[Opening MATERIAL SHOWN section]

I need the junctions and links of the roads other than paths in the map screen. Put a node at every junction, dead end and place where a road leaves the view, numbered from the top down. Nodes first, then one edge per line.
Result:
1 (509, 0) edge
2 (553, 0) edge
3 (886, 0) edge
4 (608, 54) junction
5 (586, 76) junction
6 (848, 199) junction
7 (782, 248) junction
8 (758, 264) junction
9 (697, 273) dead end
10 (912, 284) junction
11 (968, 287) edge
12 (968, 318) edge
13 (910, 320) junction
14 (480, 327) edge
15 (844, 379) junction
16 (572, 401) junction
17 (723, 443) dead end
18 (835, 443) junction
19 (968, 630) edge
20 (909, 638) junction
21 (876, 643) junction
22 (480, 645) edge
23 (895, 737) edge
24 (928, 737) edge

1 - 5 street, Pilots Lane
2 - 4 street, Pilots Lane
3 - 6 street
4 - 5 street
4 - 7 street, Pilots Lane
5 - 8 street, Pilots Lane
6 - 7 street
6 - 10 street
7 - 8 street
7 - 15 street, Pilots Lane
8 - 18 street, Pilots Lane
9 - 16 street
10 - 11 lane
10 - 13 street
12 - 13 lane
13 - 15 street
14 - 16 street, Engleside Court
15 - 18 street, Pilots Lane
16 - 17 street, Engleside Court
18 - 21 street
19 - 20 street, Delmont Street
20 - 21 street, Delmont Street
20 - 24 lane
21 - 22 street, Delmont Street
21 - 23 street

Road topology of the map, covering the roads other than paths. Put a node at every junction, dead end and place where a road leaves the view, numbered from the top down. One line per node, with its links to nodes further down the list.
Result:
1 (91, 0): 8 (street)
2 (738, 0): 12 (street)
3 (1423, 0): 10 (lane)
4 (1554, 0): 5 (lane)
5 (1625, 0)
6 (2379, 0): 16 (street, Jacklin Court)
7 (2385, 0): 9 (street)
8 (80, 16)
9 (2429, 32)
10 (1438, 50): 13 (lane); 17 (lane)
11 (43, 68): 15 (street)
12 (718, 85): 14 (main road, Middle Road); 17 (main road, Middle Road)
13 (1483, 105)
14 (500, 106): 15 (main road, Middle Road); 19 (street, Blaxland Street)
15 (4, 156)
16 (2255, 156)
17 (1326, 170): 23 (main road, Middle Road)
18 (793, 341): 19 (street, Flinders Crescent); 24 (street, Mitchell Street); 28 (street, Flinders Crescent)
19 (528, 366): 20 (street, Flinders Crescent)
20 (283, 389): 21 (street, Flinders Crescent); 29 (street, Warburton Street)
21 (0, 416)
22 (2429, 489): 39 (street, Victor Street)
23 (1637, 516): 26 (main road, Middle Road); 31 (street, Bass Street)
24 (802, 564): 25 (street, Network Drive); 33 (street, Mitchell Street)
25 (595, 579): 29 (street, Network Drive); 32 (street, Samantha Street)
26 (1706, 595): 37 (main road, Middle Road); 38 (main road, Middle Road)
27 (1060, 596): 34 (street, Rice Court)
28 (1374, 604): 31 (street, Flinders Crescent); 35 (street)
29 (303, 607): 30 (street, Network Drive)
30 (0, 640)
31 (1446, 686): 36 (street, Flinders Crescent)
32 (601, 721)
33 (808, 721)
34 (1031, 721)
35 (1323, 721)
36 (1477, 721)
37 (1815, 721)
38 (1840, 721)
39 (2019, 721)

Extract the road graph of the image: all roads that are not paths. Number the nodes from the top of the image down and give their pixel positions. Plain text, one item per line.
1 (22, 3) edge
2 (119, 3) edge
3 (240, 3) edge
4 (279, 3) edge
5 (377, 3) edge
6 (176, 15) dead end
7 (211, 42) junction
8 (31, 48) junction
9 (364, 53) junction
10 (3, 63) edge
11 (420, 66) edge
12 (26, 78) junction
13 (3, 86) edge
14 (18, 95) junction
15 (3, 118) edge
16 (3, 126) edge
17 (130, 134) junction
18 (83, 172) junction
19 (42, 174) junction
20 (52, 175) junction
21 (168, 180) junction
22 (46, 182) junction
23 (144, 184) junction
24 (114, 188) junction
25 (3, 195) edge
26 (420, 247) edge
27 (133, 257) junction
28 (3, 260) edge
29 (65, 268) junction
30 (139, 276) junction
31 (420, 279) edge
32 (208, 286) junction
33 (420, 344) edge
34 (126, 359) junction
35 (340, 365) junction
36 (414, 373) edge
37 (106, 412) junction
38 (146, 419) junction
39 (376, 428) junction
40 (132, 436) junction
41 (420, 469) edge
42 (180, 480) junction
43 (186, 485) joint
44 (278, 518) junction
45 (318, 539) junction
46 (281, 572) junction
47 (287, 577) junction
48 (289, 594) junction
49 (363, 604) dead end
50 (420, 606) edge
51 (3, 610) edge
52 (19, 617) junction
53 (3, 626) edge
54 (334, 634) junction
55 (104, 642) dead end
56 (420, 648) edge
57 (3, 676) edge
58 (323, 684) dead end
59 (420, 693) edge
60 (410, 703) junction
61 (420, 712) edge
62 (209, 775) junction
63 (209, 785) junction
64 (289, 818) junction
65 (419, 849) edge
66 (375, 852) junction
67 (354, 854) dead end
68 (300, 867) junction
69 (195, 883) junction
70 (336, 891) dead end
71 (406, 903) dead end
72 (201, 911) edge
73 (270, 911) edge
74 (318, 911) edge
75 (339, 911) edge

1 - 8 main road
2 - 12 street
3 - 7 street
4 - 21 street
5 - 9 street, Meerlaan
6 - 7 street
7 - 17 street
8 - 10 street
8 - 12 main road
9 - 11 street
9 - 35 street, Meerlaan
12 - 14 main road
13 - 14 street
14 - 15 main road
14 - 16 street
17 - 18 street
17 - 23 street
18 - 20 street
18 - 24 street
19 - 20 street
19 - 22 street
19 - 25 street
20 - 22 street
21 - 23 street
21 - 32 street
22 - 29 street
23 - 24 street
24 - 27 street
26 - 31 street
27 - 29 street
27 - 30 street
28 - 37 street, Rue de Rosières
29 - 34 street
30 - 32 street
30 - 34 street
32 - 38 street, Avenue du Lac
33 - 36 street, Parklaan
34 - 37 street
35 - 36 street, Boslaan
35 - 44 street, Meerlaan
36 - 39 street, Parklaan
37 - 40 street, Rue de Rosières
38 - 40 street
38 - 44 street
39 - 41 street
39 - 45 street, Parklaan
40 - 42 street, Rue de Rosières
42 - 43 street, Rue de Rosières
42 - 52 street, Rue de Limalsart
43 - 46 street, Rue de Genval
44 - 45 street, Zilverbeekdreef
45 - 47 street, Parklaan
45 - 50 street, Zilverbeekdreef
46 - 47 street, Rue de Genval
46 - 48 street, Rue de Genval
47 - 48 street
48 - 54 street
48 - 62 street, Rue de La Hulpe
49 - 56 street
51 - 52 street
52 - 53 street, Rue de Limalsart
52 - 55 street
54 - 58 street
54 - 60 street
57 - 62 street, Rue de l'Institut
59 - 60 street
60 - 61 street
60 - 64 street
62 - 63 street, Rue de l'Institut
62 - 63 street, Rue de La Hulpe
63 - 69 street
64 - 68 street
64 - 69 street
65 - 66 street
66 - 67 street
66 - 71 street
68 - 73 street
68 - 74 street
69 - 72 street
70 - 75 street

[Closing MATERIAL SHOWN section]

HOW TO COMPLETE THIS TASK:
Looking through the data above, copy out each line in which the string "Hulpe" occurs.

TASK OUTPUT:
48 - 62 street, Rue de La Hulpe
62 - 63 street, Rue de La Hulpe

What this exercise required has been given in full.